A rectangular tiled patio is composed of 70 square tiles. The rectangular patio will be rearranged so that there will be 2 fewer columns of tiles and 4 more rows of tiles. After the change in layout, the patio will still have 70 tiles, and it will still be rectangular. How many rows are in the tile patio before the change in layout? A. 5 B. 6 C. 10 D. 14 E. 28
(C) The fastest way to solve this problem is by plugging in the answer choices. If there were 10 rows to to start, then there must have been 7 columns to get 70. If you add 4 to 10 and subtract 2 from 7, you get 5 and 14, which multiplies out to 70.
Another way to solve this problem is by using logic. If a rectangular patio is composed of 70 square tiles, then the original layout, in rows by columns, must be either 70 × 1, 35 × 2, 14 × 5, 10 × 7, 7 × 10, 5 × 14, 2 × 35, or 1 × 70.
Since removing 2 tiles from a row is the same as removing 2 columns, the only way to get a rectangle by removing 2 columns and adding 4 rows is by starting with a 10×7 patio and ending up with a 14×5 patio. So there must be 10 rows. The correct answer is C.
Alternative Method (Algebraic Solution): This problem can also be solved algebraically. Let R be the number of rows and C be the number of columns in the tile patio before the change in shape. The patio has 70 tiles, so RC = 70. After the change in layout, there will be 4 more rows, and 2 fewer tiles in each row, and the same total of 70 tiles, so we know that: (R + 4)(C – 2) = 70.

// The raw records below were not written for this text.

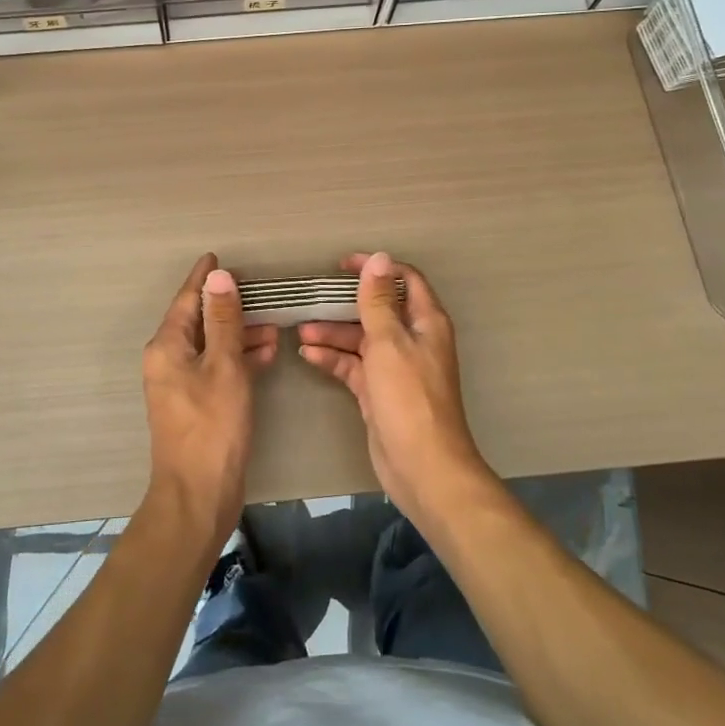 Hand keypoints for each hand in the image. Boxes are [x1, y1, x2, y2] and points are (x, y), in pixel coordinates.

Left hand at [141, 254, 277, 550]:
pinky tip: (267, 354)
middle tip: (258, 292)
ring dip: (239, 334)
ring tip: (273, 326)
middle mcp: (168, 360)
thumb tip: (219, 277)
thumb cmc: (212, 426)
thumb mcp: (225, 366)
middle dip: (228, 306)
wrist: (198, 494)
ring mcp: (180, 384)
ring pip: (211, 345)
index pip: (186, 299)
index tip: (217, 257)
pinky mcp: (196, 404)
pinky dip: (238, 359)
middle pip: (199, 320)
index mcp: (167, 346)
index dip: (204, 278)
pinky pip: (216, 368)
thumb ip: (224, 320)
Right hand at [297, 252, 492, 523]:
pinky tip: (308, 355)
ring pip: (361, 339)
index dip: (375, 268)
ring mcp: (395, 367)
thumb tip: (379, 257)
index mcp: (424, 322)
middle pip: (377, 310)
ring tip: (300, 331)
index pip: (403, 280)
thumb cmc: (408, 397)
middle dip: (345, 304)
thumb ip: (378, 300)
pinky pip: (354, 366)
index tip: (341, 266)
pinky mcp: (379, 392)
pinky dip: (333, 359)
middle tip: (312, 298)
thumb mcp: (389, 342)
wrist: (422, 467)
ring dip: (333, 333)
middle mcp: (412, 340) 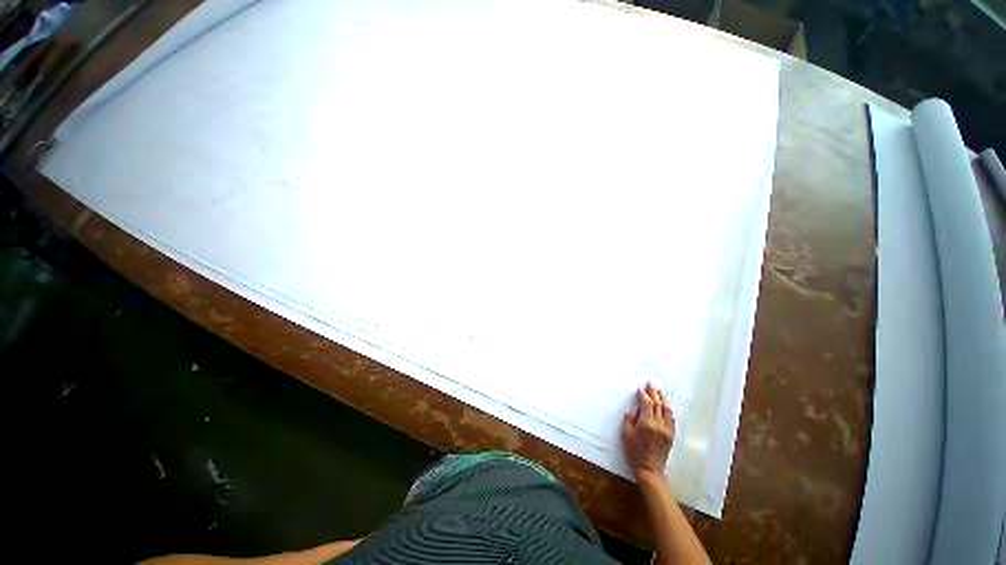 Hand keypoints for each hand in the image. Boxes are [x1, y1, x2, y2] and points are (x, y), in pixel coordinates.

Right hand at [621, 382, 674, 479]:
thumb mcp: (625, 433)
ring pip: (667, 410)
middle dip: (654, 393)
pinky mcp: (671, 435)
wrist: (649, 468)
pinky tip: (666, 405)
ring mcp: (667, 430)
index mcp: (646, 423)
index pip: (647, 404)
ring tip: (660, 391)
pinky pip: (671, 418)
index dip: (644, 395)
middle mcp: (659, 425)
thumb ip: (630, 417)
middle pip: (658, 404)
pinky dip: (668, 409)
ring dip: (663, 399)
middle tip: (651, 384)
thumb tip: (636, 407)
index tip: (641, 389)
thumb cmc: (634, 451)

Using FOIL on this equation, we get: RC – 2R + 4C – 8 = 70.
Since RC = 70, we can substitute into the second equation to get: 70 – 2R + 4C – 8 = 70.
Combining terms, we get: R + 2C – 4 = 0. R = 2C – 4. Let’s plug it in RC = 70. (2C – 4)C = 70 C² – 2C – 35 = 0 The solutions are C = 5 and C = 7. C must be positive, so C = 7 is the only option. So R = 10. The correct answer is C. 
It is before the change in layout, the number of rows is 10. Answer should be C.